Stored items:
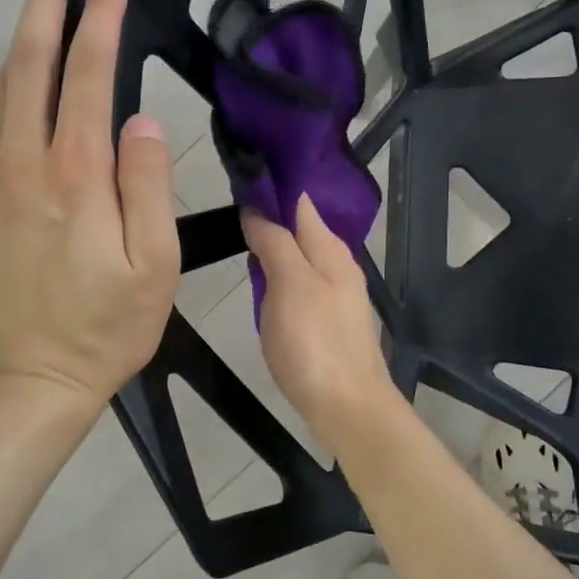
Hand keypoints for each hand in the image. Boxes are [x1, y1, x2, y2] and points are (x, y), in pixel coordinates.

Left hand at [0, 0, 178, 406]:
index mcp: (75, 176)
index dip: (99, 20)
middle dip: (44, 2)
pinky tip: (16, 74)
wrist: (28, 380)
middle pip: (30, 65)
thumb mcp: (154, 266)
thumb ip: (148, 186)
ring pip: (1, 90)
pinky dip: (3, 84)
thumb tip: (142, 120)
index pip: (87, 77)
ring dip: (20, 37)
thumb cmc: (105, 327)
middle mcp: (23, 164)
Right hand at [242, 195, 394, 437]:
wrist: (347, 406)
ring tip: (240, 234)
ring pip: (300, 255)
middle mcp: (337, 264)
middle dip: (271, 213)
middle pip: (301, 227)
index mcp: (330, 249)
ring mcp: (335, 293)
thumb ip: (275, 243)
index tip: (240, 172)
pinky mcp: (327, 320)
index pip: (300, 202)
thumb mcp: (290, 285)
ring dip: (275, 243)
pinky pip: (300, 282)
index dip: (272, 187)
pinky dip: (280, 272)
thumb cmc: (315, 343)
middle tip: (230, 204)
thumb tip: (258, 209)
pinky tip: (262, 279)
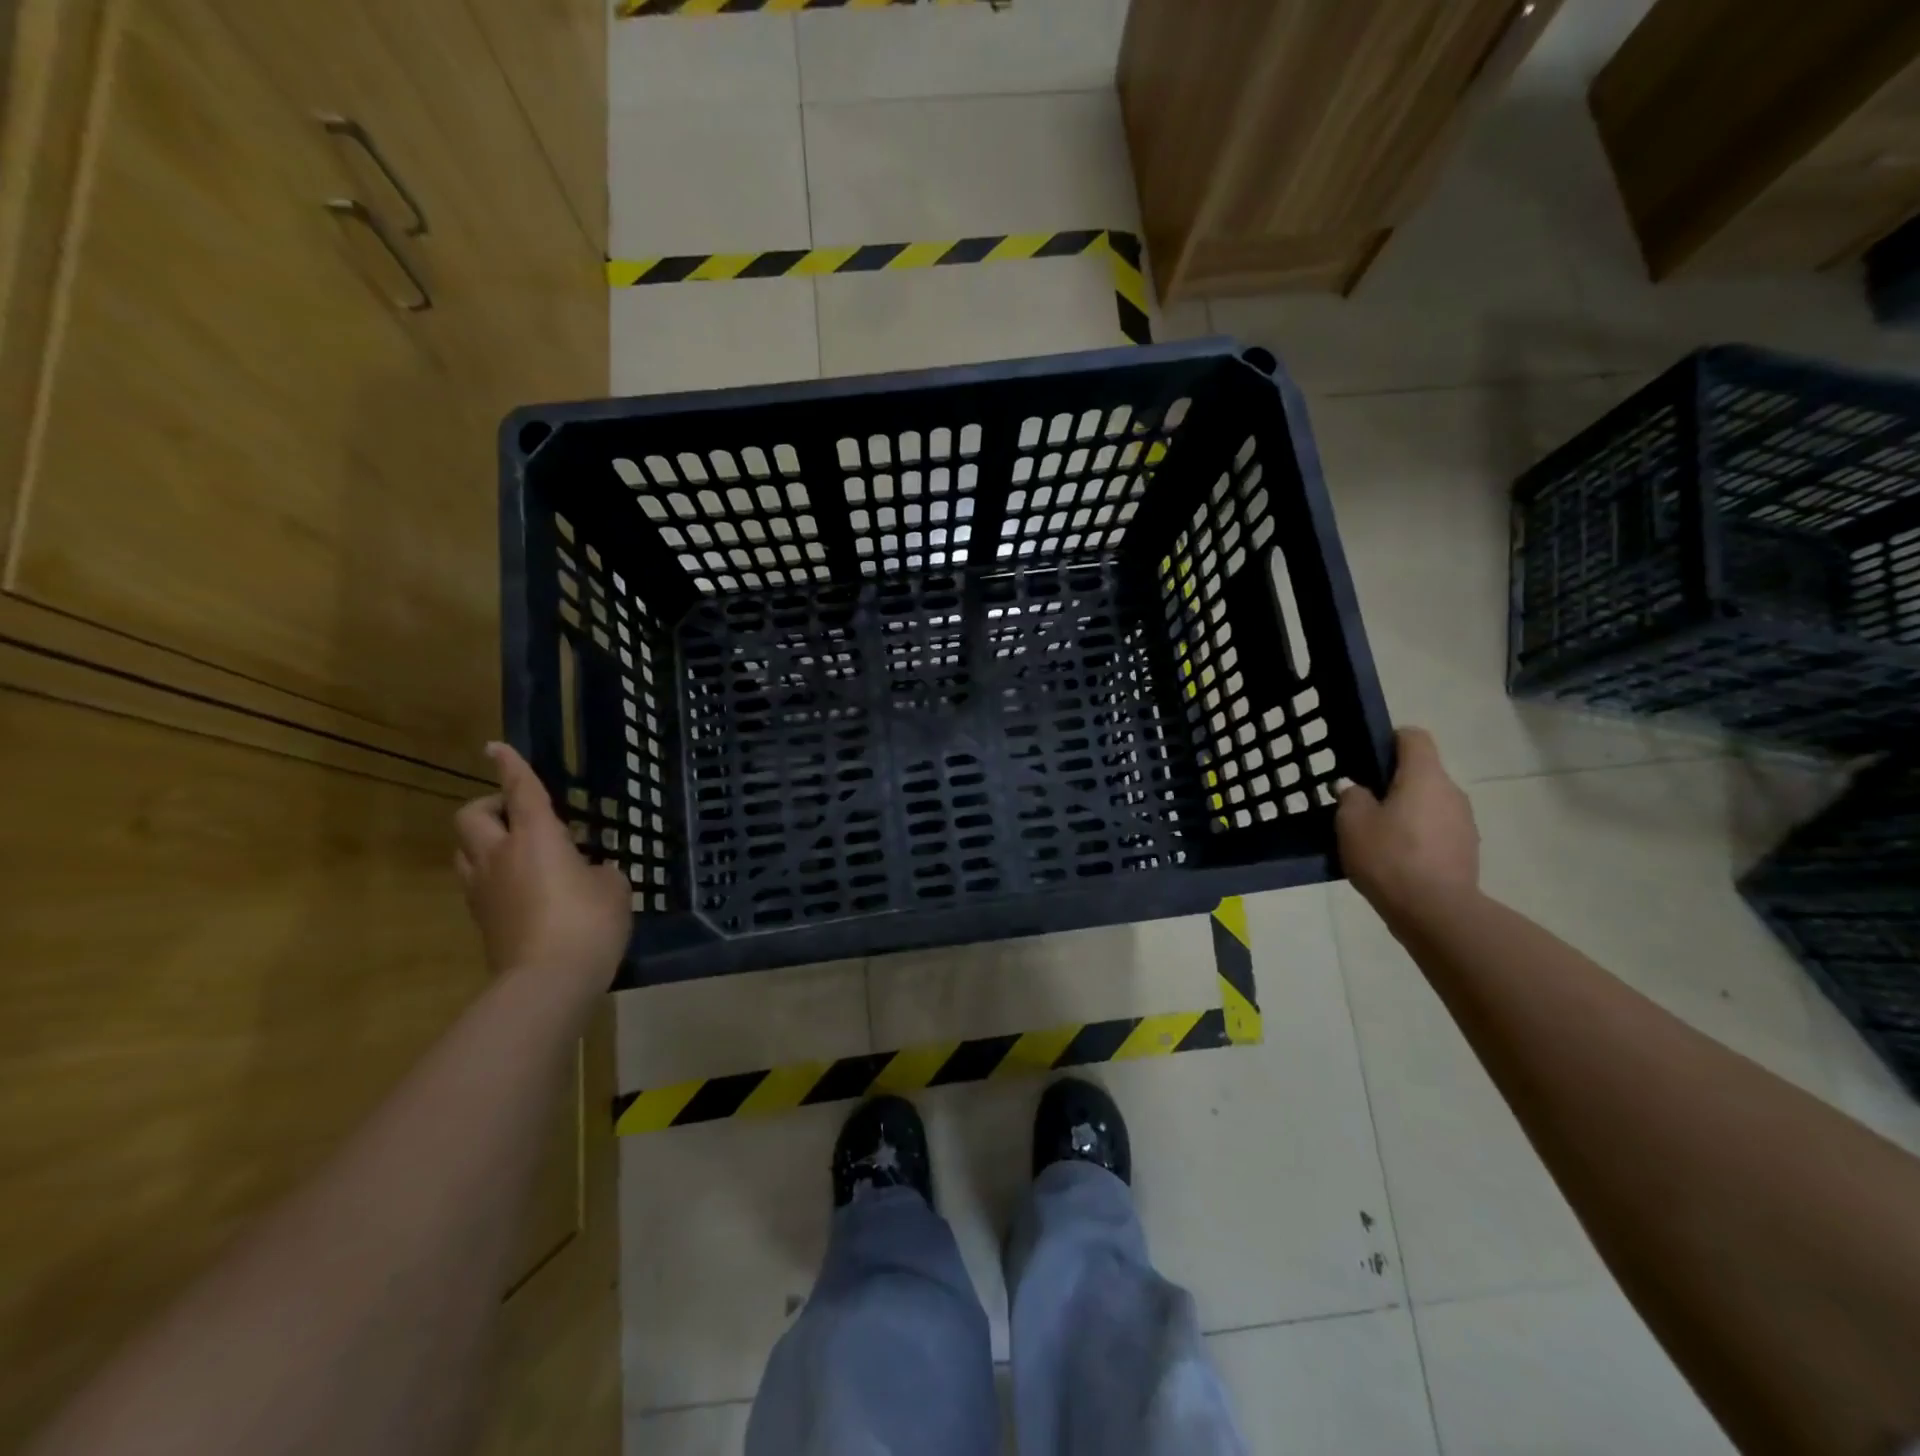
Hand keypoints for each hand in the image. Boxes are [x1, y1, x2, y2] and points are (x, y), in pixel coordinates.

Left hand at [454, 743, 630, 998]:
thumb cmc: (588, 922)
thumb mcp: (613, 889)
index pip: (520, 790)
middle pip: (472, 817)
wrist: (548, 980)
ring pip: (465, 850)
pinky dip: (492, 874)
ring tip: (515, 850)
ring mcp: (483, 889)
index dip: (510, 765)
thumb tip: (591, 874)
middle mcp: (500, 855)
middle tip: (516, 814)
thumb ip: (600, 872)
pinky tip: (522, 887)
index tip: (495, 747)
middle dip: (489, 806)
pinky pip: (477, 882)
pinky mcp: (481, 919)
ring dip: (484, 841)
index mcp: (536, 837)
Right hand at [1336, 727, 1478, 916]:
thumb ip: (1352, 796)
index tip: (1366, 759)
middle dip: (1393, 782)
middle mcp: (1451, 791)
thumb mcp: (1352, 822)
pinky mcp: (1467, 849)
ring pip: (1430, 802)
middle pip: (1422, 772)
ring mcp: (1464, 822)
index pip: (1413, 737)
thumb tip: (1358, 789)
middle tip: (1362, 803)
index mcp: (1424, 776)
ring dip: (1407, 810)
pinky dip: (1418, 835)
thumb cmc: (1389, 857)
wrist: (1435, 912)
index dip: (1389, 740)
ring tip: (1378, 836)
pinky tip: (1397, 858)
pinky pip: (1438, 829)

§ **Work order**
Give again, exactly, the lines from the start of the data through the one holding "thumb mcp: (154, 266)"; omit the pictures.

§ **Expected answer**
Hand keypoints for each hand in the image. Boxes are [x1, y1, x2, y2] and points are (x, y), in pixel coordinates.

Left hand at [0, 0, 178, 406]:
index mcp: (75, 176)
index dip: (99, 20)
middle dip: (44, 2)
pinky tip: (16, 74)
wrist: (28, 380)
middle pip: (30, 65)
thumb mcp: (154, 266)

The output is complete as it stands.